Projeto aprovado inclui devedor contumaz no cadastro da Receita
Programas de cooperação fiscal, como o Confia e o OEA, oferecem vantagens significativas para empresas que atendem a critérios rigorosos, incluindo eficiência nas operações, segurança, redução de verificações aduaneiras e adiamento de tributos, facilitando o comércio internacional.
Devedor contumaz será incluído no cadastro da Receita Federal após aprovação do Projeto de Lei Complementar (PLP) 125/22 pela Câmara dos Deputados. A medida visa melhorar a fiscalização e garantir a conformidade tributária, afetando empresas que não cumprem suas obrigações fiscais regularmente.
Novo cadastro muda cobrança de devedores
A criação do cadastro de devedores contumazes muda a forma como a Receita Federal acompanha contribuintes com histórico repetido de inadimplência.
Com o novo marco legal, o Fisco passa a identificar com mais precisão comportamentos de não pagamento e a acelerar a recuperação de créditos tributários.

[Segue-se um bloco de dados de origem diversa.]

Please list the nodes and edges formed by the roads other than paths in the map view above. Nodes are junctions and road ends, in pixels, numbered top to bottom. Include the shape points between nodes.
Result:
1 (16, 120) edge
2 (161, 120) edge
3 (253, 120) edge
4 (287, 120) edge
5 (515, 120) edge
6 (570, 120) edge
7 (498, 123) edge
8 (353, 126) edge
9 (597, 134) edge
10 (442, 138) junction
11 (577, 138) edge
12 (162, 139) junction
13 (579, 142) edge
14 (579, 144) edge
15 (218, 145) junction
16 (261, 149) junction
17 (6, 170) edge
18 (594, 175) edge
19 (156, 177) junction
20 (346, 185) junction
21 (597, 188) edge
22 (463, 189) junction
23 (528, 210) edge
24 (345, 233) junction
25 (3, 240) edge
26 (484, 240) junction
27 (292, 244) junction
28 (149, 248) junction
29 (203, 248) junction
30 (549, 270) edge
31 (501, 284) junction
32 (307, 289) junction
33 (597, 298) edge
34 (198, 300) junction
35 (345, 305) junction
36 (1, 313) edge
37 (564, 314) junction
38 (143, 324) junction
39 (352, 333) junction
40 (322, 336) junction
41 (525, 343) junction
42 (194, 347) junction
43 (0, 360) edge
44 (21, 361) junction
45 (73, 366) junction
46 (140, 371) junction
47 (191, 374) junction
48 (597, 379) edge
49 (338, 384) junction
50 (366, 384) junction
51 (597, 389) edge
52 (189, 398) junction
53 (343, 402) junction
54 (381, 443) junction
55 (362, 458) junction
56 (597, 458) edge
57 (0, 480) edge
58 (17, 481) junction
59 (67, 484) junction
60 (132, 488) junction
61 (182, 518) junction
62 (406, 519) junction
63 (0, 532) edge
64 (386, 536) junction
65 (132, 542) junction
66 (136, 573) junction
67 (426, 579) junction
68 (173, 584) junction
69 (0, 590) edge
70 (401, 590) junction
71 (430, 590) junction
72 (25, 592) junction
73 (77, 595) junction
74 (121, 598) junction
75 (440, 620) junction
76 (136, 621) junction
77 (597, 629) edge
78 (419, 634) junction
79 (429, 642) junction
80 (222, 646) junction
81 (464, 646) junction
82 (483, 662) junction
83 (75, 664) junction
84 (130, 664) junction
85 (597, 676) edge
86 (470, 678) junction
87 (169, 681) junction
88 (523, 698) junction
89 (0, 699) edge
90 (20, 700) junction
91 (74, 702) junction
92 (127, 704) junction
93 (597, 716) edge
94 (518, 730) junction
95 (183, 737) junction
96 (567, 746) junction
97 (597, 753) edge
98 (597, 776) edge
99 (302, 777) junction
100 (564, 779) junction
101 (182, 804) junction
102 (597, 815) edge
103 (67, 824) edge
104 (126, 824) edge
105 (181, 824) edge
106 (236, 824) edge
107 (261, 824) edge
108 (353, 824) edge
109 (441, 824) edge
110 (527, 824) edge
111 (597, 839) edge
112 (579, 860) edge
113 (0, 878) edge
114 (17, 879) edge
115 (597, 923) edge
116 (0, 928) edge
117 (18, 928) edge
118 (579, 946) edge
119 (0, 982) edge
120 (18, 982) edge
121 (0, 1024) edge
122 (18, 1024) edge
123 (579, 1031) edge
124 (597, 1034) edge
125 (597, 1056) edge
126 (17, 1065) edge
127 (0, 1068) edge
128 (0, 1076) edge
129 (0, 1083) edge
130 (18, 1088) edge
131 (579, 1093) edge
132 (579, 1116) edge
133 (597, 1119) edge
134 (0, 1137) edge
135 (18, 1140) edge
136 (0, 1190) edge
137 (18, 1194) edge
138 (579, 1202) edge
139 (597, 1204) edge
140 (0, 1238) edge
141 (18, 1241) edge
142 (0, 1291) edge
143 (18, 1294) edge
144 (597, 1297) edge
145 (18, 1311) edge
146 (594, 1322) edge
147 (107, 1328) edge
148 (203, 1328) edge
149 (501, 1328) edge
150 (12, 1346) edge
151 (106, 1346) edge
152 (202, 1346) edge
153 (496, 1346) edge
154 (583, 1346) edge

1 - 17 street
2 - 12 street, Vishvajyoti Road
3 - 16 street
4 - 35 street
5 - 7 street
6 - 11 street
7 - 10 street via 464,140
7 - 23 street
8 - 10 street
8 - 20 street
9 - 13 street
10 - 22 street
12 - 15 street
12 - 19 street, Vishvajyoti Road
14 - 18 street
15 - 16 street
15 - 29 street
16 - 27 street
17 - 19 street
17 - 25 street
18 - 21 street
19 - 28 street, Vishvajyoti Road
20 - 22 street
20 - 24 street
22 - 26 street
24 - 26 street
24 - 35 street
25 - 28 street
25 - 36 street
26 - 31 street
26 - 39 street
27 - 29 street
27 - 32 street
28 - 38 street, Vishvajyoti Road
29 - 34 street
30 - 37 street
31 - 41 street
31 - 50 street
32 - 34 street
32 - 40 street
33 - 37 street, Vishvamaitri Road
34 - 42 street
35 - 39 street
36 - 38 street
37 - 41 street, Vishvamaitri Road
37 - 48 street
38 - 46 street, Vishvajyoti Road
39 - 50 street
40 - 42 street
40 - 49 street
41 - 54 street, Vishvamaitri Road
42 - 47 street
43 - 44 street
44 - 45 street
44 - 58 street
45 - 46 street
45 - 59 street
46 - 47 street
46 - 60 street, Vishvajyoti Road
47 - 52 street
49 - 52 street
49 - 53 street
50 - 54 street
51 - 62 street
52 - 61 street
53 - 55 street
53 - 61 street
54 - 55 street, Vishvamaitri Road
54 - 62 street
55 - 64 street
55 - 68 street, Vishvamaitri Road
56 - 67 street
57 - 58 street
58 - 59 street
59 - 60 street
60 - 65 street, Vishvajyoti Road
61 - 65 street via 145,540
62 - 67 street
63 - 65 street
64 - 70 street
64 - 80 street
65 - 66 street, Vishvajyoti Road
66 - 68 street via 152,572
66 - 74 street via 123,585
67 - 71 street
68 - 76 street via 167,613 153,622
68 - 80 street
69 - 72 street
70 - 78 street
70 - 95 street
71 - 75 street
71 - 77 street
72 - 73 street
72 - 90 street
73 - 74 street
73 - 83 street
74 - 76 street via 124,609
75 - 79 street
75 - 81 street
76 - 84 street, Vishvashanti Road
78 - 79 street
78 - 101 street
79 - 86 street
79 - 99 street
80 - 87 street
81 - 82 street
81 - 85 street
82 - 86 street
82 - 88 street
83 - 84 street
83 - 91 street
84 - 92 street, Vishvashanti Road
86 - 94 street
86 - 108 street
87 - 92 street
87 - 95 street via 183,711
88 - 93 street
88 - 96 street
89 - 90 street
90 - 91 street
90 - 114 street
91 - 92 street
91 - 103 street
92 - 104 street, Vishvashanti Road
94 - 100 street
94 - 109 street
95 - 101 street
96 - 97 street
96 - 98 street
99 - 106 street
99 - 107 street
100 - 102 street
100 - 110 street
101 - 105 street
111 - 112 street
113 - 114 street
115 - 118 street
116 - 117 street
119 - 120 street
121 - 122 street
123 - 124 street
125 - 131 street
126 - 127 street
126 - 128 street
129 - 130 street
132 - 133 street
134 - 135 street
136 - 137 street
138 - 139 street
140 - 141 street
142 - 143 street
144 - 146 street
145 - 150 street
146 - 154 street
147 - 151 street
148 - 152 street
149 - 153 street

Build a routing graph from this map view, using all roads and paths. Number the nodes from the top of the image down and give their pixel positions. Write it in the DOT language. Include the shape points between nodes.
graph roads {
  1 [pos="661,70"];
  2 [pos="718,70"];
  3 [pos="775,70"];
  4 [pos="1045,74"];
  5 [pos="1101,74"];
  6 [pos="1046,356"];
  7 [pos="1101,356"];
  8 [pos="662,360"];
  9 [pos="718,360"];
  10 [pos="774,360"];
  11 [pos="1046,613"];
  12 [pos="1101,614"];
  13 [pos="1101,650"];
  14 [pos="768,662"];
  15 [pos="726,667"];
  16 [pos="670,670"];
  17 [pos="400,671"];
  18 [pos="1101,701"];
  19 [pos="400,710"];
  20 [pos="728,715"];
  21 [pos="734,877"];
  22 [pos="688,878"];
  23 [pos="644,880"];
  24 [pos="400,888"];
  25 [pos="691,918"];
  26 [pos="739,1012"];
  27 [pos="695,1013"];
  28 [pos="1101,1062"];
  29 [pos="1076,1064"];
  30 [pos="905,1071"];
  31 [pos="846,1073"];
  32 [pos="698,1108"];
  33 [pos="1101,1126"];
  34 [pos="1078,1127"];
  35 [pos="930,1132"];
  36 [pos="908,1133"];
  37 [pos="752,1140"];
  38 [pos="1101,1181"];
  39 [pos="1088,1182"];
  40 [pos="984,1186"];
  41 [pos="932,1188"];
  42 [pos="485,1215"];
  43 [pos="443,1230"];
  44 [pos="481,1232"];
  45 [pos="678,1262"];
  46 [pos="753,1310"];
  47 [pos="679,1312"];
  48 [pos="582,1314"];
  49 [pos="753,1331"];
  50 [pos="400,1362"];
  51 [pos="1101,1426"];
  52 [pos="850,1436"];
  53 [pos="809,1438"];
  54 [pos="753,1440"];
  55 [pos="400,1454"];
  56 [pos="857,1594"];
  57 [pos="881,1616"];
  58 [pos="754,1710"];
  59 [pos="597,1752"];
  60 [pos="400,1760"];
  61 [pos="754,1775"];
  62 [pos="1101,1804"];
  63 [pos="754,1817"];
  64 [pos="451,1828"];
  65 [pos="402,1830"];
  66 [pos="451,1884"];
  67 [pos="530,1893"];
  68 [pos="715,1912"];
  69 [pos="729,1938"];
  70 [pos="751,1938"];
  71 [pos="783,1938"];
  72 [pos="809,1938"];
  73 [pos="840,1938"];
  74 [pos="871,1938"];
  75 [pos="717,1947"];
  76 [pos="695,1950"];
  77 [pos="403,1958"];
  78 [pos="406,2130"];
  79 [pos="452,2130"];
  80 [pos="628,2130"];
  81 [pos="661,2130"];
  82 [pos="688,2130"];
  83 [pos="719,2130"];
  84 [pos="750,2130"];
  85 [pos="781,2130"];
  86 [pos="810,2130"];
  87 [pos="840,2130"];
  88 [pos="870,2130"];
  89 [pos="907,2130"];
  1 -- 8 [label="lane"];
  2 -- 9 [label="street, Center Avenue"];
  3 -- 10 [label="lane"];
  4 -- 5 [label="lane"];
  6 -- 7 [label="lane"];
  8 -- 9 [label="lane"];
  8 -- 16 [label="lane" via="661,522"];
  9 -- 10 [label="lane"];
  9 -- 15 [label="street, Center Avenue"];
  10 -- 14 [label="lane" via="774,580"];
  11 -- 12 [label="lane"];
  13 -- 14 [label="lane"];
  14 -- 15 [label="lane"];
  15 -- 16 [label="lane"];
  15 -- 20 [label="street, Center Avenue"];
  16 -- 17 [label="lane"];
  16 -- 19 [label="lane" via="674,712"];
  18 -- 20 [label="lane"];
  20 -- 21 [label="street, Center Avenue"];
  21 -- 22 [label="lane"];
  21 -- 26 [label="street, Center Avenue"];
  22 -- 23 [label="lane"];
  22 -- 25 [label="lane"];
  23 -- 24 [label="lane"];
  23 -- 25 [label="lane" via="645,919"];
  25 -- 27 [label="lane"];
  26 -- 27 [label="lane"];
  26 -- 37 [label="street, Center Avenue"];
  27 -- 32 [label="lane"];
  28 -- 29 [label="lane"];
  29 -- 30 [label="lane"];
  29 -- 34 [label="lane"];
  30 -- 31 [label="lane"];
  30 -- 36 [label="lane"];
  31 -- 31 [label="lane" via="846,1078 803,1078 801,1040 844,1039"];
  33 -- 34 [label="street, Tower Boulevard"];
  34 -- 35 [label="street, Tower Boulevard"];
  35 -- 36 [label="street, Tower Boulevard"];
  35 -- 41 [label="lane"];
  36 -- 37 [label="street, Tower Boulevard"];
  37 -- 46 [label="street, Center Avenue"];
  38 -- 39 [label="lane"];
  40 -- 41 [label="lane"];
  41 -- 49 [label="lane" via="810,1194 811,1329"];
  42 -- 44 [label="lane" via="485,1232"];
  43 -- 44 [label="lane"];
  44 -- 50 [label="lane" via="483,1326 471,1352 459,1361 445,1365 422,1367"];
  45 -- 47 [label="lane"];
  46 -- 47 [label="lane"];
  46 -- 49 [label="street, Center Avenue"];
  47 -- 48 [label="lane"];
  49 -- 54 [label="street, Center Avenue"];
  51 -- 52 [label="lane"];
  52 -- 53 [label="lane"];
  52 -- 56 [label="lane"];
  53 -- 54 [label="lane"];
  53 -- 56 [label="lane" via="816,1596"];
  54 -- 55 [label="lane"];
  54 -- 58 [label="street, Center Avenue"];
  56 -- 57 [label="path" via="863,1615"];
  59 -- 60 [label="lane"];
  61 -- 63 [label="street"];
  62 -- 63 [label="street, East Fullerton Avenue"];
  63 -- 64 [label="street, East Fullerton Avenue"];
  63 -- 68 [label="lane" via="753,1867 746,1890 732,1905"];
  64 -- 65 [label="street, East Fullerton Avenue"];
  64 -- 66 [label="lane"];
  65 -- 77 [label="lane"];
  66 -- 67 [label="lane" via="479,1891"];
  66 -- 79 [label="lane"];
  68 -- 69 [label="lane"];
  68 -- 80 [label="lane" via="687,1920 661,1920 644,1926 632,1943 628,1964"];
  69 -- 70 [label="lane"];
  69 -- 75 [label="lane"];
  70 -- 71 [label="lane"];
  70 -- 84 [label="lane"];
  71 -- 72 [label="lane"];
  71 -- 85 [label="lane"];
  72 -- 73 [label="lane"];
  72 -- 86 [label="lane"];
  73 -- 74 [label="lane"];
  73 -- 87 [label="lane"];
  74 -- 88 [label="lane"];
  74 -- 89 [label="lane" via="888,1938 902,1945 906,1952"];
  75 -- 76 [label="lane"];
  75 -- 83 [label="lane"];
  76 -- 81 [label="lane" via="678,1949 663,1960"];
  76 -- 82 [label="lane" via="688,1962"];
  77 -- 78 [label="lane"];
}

A medida fortalece a integração entre administrações fiscais e contribui para um ambiente de negócios mais equilibrado ao impor limitações a empresas que insistem em descumprir obrigações e ao incentivar a regularização para evitar restrições e perda de benefícios.
O projeto também amplia as vantagens oferecidas aos contribuintes que mantêm situação fiscal regular. Quem está em dia passa a contar com atendimento simplificado, maior flexibilidade na apresentação de garantias e prioridade na análise de processos envolvendo devolução de créditos.
A execução de garantias somente após o encerramento definitivo de disputas judiciais aumenta a previsibilidade e reduz riscos operacionais para empresas adimplentes.
A proposta incorpora ainda programas voltados à promoção da conformidade tributária. O Confia exige controles internos sólidos e histórico consistente de responsabilidade fiscal.
Por sua vez, o Sintonia concede benefícios de acordo com o nível de regularidade cadastral. Já o OEA oferece facilidades no despacho aduaneiro e no gerenciamento de riscos para empresas que seguem normas tributárias e aduaneiras.
Esses instrumentos buscam elevar o grau de transparência nas relações entre contribuintes e Fisco e criar condições mais favoráveis ao cumprimento voluntário das obrigações.